── INFORMATION SUPPLIED

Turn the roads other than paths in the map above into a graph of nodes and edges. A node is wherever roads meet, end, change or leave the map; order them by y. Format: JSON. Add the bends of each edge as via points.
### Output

────
── INFORMATION SUPPLIED

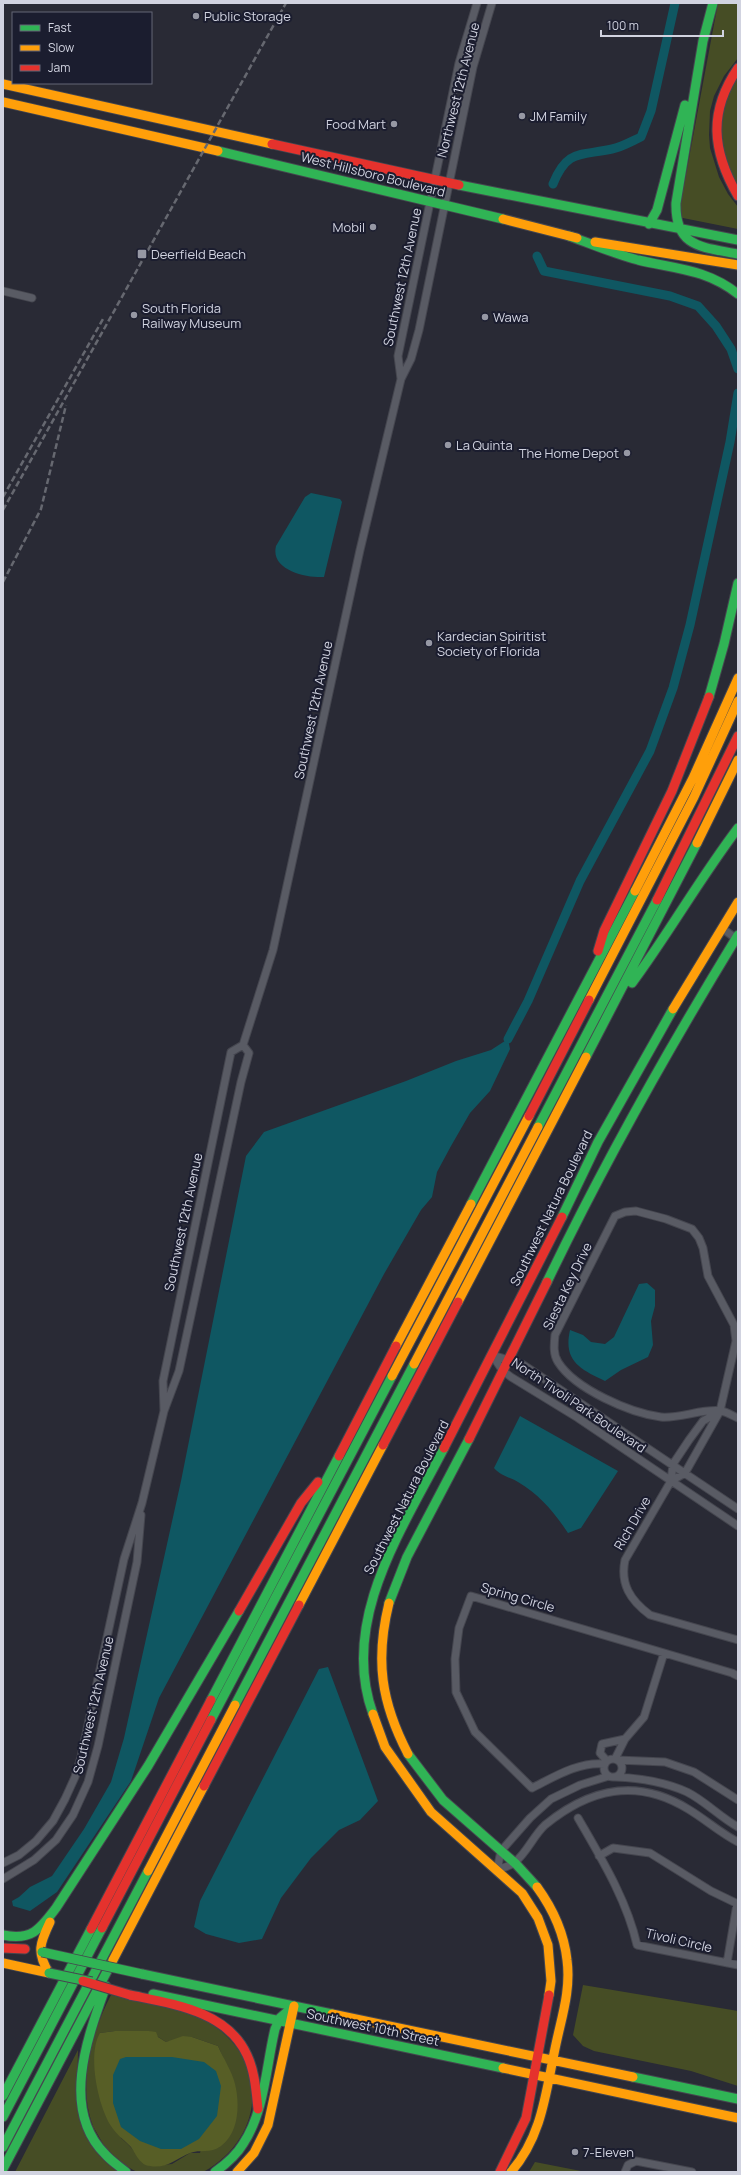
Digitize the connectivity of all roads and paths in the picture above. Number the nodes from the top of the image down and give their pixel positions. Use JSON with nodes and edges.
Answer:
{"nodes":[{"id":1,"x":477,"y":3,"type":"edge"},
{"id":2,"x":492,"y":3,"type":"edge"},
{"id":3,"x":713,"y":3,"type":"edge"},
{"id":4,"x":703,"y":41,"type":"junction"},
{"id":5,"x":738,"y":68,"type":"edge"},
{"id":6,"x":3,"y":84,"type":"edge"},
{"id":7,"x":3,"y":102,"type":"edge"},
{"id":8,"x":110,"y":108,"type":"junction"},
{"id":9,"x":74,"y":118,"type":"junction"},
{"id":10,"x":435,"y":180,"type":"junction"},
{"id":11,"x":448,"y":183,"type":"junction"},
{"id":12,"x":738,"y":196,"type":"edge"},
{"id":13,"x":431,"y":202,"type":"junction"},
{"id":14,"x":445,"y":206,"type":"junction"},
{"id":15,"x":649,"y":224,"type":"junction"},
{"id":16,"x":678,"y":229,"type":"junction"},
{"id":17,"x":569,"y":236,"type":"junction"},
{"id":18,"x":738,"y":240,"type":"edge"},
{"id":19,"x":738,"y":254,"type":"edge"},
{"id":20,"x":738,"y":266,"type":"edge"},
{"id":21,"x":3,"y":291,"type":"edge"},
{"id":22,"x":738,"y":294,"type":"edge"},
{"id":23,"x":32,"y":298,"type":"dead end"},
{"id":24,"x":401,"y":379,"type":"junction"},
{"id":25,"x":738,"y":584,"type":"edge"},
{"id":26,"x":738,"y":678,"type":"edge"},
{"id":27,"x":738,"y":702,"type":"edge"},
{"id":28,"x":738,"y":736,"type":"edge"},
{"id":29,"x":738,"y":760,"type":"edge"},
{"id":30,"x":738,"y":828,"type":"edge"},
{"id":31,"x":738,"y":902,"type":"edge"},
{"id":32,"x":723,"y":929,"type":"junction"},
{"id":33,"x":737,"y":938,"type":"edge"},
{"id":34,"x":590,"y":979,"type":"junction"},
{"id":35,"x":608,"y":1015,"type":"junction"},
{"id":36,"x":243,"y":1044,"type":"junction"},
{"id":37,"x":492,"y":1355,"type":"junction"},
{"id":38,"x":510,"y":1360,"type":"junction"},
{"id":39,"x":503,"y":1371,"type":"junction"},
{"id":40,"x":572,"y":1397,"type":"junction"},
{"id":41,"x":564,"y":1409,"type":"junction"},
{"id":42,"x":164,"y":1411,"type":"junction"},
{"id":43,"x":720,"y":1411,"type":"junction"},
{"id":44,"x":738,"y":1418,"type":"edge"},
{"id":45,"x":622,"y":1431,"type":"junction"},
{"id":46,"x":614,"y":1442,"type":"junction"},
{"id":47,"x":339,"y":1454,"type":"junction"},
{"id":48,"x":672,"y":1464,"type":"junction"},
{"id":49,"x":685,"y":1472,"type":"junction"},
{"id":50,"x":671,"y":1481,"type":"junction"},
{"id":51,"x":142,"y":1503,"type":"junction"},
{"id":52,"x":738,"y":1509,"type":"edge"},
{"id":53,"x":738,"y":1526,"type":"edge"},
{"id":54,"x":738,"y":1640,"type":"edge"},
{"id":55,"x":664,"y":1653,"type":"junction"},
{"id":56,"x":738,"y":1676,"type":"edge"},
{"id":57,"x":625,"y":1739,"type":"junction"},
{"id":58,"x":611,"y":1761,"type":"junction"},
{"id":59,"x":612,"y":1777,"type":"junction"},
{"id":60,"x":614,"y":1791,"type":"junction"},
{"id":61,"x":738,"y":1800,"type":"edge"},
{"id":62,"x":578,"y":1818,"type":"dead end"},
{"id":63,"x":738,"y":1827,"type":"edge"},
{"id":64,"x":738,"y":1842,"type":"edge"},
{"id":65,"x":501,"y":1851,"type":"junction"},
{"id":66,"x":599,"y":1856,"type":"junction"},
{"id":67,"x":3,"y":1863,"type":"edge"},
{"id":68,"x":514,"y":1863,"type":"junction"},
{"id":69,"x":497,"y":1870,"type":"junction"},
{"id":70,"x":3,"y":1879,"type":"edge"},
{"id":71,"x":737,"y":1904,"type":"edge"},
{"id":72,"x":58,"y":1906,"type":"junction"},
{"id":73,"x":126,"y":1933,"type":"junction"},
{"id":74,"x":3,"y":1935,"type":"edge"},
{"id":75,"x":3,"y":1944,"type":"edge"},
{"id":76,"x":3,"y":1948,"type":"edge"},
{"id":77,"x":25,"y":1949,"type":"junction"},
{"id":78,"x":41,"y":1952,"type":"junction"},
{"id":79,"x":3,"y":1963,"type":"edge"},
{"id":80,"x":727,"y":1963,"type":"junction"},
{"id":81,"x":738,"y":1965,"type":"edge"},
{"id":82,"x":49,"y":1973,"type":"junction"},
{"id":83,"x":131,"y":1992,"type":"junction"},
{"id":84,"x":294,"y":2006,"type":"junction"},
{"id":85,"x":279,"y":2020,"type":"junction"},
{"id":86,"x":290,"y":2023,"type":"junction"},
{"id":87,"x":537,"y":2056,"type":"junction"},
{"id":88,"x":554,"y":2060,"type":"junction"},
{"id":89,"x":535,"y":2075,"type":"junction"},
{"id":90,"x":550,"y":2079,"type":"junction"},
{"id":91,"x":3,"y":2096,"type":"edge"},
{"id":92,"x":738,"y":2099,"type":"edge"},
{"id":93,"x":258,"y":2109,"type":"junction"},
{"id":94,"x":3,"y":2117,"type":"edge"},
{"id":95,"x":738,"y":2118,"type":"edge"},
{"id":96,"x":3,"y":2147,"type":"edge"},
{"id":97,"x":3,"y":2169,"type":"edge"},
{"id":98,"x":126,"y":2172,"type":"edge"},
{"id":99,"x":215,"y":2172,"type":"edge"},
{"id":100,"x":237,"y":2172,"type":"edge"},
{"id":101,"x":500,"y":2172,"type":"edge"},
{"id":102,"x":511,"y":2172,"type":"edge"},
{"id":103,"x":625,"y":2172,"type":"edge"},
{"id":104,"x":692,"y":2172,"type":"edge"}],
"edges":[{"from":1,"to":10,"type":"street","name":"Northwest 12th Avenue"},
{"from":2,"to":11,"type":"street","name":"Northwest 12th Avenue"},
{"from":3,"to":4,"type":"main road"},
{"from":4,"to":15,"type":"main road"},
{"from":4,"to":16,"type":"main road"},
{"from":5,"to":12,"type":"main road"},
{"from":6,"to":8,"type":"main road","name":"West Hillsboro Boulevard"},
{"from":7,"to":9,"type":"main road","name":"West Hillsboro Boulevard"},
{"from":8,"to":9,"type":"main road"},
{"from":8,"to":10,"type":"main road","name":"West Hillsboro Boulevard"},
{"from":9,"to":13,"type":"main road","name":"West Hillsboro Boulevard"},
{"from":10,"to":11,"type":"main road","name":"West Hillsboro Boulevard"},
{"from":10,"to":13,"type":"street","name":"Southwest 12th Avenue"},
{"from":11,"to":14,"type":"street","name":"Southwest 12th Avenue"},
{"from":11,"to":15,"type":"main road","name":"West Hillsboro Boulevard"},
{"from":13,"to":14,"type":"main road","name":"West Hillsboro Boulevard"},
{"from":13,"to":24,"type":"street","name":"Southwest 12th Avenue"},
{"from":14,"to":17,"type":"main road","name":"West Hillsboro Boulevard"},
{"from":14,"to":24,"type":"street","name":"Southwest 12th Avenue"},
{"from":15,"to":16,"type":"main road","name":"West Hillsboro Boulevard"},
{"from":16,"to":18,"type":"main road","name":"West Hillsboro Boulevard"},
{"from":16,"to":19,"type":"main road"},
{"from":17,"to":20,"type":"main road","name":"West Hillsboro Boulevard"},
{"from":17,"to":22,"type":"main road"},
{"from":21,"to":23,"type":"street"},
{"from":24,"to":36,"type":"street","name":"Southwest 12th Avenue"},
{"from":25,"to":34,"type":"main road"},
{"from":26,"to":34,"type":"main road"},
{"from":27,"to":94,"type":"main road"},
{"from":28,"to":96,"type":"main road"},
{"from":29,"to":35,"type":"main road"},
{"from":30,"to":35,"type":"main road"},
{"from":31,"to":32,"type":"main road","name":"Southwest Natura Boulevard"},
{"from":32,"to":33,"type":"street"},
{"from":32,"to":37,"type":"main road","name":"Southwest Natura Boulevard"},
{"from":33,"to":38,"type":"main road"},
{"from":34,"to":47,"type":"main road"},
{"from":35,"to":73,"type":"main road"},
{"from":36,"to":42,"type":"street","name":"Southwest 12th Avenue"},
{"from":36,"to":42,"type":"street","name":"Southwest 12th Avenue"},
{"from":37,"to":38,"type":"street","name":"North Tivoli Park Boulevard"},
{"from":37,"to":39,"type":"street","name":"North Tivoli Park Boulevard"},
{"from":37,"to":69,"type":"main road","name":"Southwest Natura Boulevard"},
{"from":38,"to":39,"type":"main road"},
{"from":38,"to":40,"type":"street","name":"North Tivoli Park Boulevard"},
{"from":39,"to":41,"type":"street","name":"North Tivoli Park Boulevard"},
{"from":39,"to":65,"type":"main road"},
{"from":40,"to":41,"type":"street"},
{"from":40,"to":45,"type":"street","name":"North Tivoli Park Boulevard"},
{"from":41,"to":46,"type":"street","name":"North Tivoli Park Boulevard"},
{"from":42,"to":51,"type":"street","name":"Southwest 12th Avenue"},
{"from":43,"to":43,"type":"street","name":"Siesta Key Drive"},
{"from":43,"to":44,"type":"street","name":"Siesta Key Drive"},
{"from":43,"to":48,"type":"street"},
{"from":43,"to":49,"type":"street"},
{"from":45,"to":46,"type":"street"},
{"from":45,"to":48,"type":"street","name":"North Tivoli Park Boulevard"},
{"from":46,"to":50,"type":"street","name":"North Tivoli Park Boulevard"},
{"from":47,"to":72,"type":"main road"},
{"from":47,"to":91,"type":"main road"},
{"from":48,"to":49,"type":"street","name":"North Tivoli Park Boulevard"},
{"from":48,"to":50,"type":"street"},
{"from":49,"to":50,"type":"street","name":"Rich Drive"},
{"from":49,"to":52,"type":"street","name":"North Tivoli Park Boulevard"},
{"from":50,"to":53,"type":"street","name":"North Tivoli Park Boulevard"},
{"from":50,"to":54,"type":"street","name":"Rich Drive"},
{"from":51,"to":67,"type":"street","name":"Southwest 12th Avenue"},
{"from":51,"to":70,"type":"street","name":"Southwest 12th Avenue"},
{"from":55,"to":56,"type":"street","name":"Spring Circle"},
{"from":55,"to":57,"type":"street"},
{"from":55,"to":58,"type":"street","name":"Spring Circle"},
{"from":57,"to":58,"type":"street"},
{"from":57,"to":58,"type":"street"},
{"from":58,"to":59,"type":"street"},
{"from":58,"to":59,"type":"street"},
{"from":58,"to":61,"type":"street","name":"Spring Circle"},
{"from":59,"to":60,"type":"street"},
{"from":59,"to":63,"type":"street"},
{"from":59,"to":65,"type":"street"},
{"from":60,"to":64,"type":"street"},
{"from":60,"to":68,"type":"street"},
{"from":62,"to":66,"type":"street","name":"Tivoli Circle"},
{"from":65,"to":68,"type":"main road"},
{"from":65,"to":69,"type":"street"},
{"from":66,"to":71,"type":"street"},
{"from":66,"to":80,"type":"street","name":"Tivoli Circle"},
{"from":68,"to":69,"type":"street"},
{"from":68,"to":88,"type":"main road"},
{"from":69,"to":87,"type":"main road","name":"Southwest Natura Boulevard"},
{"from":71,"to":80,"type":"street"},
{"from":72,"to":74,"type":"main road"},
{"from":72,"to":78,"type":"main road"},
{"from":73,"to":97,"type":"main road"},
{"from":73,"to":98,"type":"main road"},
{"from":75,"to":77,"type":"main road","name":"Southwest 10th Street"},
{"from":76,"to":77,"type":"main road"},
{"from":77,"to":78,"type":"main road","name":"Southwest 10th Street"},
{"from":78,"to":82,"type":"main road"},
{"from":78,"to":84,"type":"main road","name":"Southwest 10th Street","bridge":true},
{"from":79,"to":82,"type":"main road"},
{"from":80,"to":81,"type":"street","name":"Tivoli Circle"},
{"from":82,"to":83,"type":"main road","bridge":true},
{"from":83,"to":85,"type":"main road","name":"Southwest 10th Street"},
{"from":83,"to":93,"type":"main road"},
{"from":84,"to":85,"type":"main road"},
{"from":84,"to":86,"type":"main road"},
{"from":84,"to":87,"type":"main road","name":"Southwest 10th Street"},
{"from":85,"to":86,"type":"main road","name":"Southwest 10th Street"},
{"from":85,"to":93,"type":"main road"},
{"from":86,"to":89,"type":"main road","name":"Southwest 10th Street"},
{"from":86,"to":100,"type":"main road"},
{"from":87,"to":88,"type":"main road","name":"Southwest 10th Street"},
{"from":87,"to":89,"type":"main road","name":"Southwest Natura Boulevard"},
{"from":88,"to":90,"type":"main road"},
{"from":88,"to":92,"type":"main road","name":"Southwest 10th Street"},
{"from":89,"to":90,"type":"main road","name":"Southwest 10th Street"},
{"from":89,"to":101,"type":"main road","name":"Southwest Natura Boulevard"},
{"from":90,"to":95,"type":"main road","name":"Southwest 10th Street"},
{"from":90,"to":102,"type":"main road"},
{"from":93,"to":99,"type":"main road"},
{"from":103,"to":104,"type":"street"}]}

────

[WHAT TO WORK ON]: Extract all lines from the data in which "paths" is found.

[PROBLEM SOLUTION]:
Turn the roads other than paths in the map above into a graph of nodes and edges. A node is wherever roads meet, end, change or leave the map; order them by y. Format: JSON. Add the bends of each edge as via points.
Digitize the connectivity of all roads and paths in the picture above. Number the nodes from the top of the image down and give their pixel positions. Use JSON with nodes and edges.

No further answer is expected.